The Great Migration and Black Environmental History: An Interview with Brian McCammack

In today’s post, J.T. Roane, Associate Editor at Black Perspectives and an Assistant Professor of Women’s, Gender, and Sexuality Studies at the University of Cincinnati, interviews Brian McCammack on his new book, Landscapes of Hope: Nature and the Great Migration in Chicago, recently published by Harvard University Press. McCammack is Beerly Assistant Professor of Environmental Studies and Chair of Urban Studies at Lake Forest College, where he teaches courses on African American environmental culture, the Great Migration, American environmental history, and Environmental Politics and Policy. He received his Ph.D. from Harvard University’s History of American Civilization Program and was later a fellow at Harvard’s W.E.B. Du Bois Institute as well as a Visiting Assistant Professor of Environmental Studies at Williams College. In 2018, Landscapes of Hope: Nature and the Great Migration in Chicago, was awarded the Organization of American Historians’ Frederick Jackson Turner Award for best first book in American history, the American Society for Environmental History’s George Perkins Marsh Prize for best book in environmental history, and the Foundation for Landscape Studies’ John Brinckerhoff Jackson Book Prize for contribution to landscape studies. He is currently working on a book that examines the origins of the environmental justice movement. Follow him on Twitter @brian_mccammack.


J.T. Roane: You frame your book foremost as a history of the Great Migration.

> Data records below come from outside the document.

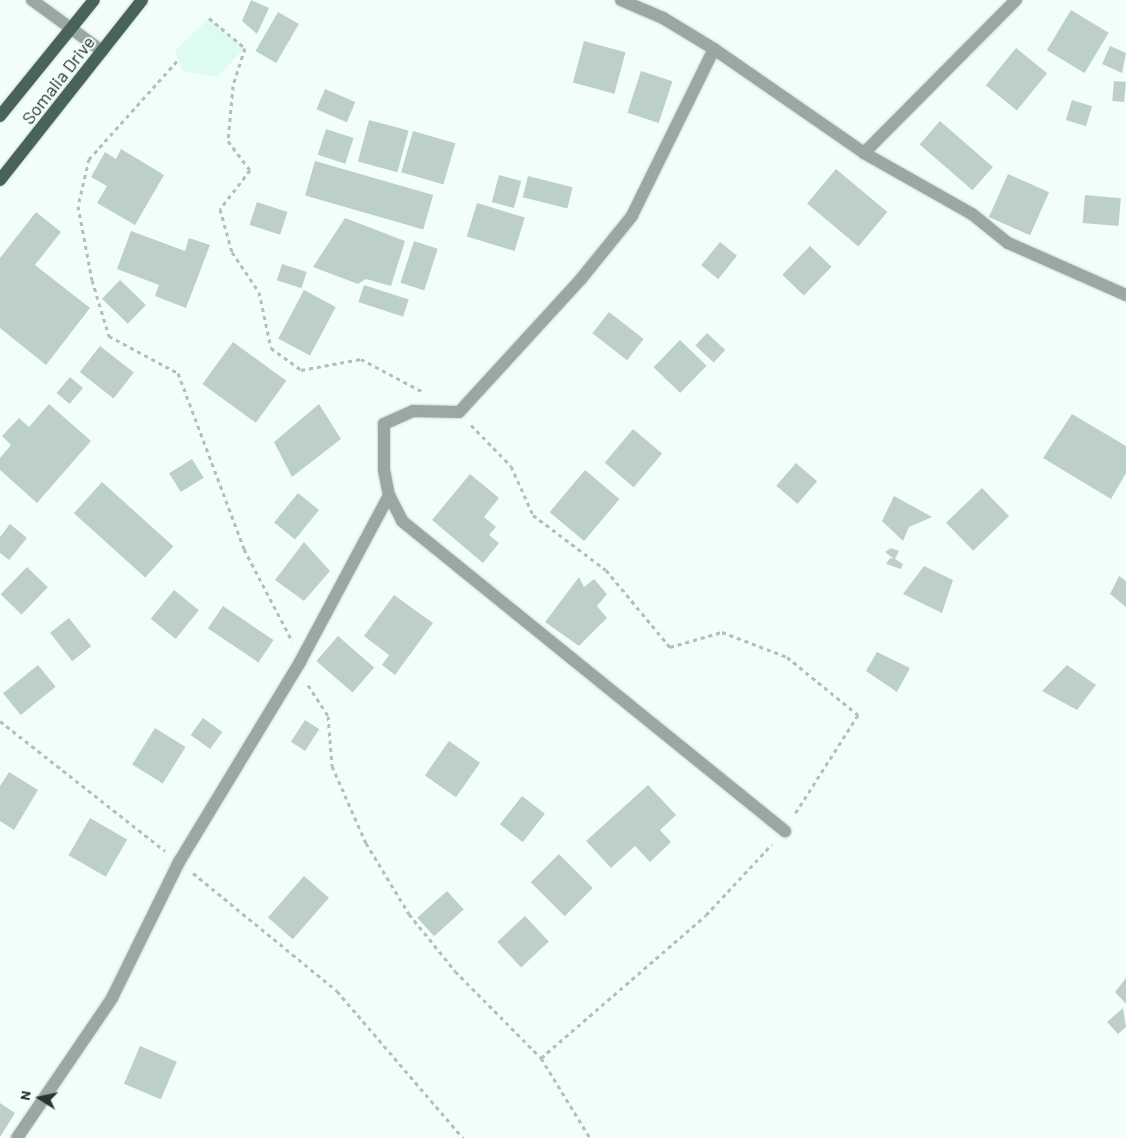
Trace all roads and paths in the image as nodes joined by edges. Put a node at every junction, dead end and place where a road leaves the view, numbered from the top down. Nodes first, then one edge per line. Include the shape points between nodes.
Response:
1 (32, 0) edge
2 (94, 0) edge
3 (142, 0) edge
4 (620, 0) edge
5 (1016, 0) edge
6 (74, 27) junction
7 (714, 49) junction
8 (102, 51) junction
9 (0, 116) edge
10 (864, 153) junction
11 (0, 180) edge
12 (1126, 295) edge
13 (389, 495) junction
14 (0, 721) edge
15 (785, 831) dead end
16 (179, 862) junction
17 (541, 1058) dead end
18 (17, 1138) edge
19 (463, 1138) edge
20 (590, 1138) edge

1 - 6 street
2 - 6 main road, Somalia Drive
3 - 8 main road, Somalia Drive
4 - 7 street via 663,18
5 - 10 street
6 - 8 street
6 - 9 main road, Somalia Drive
7 - 10 street
7 - 13 street via 647,190 581,279 459,412 413,411 384,424
8 - 11 main road, Somalia Drive
10 - 12 street via 972,214 1008,243
13 - 15 street via 402,521
13 - 16 street via 300,662
14 - 16 path
16 - 18 street via 112,998
16 - 19 path via 337,991
17 - 20 path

What does your narrative about these spaces of self-fashioning and retreat in the rural Midwest—i.e., beaches, forests, resorts, etc.—add to our understanding of the Migration?

Brian McCammack: One of the main arguments the book makes is that nature needs to join other more well-trodden areas of scholarly research like labor, politics, religion, and education in terms of how and why Southern migrants understood the North as a “Land of Hope” during the Great Migration. An important thread of those Great Migration histories is understanding how black Southerners became modern urban dwellers in cities like Chicago, translating some cultural practices into a new environment and abandoning others. Nature contributes to and challenges our understanding of those more well-known histories, and Landscapes of Hope tracks how migrants forged hybrid environmental cultures that blended elements of South and North. In doing so, I also argue that nature was more than mere backdrop or setting, more than a proxy for broader political struggles. Nature was important to migrants in and of itself—just like good jobs, good education, the freedom to vote, and the like. Migrants expressed that conviction in a range of green spaces both in Chicago and in more rural or wild environments outside the city, and I use a range of cultural texts to show how and why those spaces mattered to a majority-migrant population (between the World Wars, approximately three-quarters of black Chicagoans were Southern-born).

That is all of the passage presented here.